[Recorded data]
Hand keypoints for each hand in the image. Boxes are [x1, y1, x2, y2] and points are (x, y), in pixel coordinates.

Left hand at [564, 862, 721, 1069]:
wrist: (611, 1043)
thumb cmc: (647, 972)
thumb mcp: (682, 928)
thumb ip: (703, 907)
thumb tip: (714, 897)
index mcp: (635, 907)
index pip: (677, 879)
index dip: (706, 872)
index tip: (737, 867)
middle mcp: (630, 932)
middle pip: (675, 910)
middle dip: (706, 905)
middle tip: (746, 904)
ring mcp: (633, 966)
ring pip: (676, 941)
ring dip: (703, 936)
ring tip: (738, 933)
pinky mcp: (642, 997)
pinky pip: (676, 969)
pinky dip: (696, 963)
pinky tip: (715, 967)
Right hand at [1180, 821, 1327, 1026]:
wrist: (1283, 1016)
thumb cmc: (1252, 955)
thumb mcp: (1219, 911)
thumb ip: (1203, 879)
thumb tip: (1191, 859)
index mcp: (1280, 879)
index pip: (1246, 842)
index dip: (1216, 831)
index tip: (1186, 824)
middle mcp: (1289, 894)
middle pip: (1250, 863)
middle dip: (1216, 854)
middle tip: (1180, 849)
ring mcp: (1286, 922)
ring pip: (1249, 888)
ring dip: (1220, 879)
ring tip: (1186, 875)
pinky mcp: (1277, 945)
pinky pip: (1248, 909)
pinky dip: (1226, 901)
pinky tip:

AIM OF THE TASK: Your answer must be the line containing "pinky mcp: (642, 997)" through the last line above, copied exactly, with nothing added.

ANSWER SECTION:
pinky mcp: (642, 997)
pinky pip: (676, 969)
pinky dip: (696, 963)
pinky tip: (715, 967)
Right hand at [1180, 821, 1327, 1026]:
wrist: (1283, 1016)
thumb cmc: (1252, 955)
thumb mcp: (1219, 911)
thumb ip: (1203, 879)
thumb tip: (1191, 859)
index mcp: (1280, 879)
index pip: (1246, 842)
index dip: (1216, 831)
index tip: (1186, 824)
middle mcp: (1289, 894)
middle pip: (1250, 863)
middle dip: (1216, 854)
middle tip: (1180, 849)
ring mcp: (1286, 922)
ring pip: (1249, 888)
ring dip: (1220, 879)
ring tip: (1186, 875)
pinky mcp: (1277, 945)
pinky pip: (1248, 909)
pinky dip: (1226, 901)
pinky tip:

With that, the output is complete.